Critical plant variables should be reliable and should be validated in real time.
Additional Information:
There are several methods of ensuring that critical variables are reliably presented to the operators. These methods should be used as appropriate to achieve a high data quality and veracity. Lack of data validation places the burden of identifying valid readings on the operator. One method of achieving this, would be to have an estimate of data quality and a data quality indicator associated with each critical variable, including derived synthetic variables. Other recommended methods include: range checks for failed instruments; comparison of redundant sensors; and analytical redundancy. Range checks for failed instruments can ensure that failed instruments are identified and that they are not averaged with other, valid readings, possibly masking the failed instrument.

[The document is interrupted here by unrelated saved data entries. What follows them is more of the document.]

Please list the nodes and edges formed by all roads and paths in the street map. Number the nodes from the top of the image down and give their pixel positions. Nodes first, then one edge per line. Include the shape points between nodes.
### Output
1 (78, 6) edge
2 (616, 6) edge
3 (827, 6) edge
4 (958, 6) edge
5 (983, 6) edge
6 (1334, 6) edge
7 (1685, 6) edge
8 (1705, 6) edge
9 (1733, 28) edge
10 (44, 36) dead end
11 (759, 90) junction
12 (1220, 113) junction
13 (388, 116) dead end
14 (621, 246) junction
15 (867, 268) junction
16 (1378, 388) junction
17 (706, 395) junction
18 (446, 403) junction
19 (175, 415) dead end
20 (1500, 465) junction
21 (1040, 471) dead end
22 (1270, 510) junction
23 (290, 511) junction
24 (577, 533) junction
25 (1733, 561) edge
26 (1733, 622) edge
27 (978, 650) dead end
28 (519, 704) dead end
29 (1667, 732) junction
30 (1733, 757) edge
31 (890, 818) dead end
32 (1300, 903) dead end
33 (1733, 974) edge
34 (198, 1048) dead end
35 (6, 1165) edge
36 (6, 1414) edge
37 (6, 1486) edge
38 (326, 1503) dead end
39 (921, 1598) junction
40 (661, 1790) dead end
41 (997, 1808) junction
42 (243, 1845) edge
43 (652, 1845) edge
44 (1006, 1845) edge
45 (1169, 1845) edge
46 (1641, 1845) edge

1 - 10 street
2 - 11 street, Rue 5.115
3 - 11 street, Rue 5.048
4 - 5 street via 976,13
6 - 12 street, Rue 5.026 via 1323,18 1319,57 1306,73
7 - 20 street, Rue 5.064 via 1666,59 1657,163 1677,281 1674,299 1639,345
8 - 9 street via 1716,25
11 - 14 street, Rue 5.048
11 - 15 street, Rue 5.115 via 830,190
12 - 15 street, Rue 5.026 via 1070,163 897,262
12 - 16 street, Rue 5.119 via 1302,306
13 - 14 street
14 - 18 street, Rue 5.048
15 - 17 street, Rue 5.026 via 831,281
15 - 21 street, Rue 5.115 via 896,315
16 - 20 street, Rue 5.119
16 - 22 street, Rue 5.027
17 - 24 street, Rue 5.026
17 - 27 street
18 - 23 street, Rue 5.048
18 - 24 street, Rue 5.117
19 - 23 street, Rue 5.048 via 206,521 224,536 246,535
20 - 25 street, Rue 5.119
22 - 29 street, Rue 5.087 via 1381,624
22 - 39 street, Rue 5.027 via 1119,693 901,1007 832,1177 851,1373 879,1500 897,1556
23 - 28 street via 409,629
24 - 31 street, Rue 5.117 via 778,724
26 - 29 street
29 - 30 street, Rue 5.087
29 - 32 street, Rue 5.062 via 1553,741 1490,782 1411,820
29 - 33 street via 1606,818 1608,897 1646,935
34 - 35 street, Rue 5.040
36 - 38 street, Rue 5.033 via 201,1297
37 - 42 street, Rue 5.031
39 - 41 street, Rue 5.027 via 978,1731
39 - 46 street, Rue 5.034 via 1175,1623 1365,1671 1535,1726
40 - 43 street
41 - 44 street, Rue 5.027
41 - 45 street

Comparing and possible averaging redundant instruments can improve the quality and reliability of data. Analytical redundancy refers to the intercomparison of measured variables, through the use of mathematical models based upon known physical relationships among variables to determine whether there are inconsistencies in the values of the measured variables. For example, 'reactor power,' 'reactor coolant temperature rise through the reactor core,' and 'reactor coolant flow rate' are interrelated variables based upon the physical principles of heat transfer. A measured value for coolant flow should be consistent with the analytically calculated value for coolant flow derived mathematically from the corresponding measured values of reactor power and coolant temperature rise.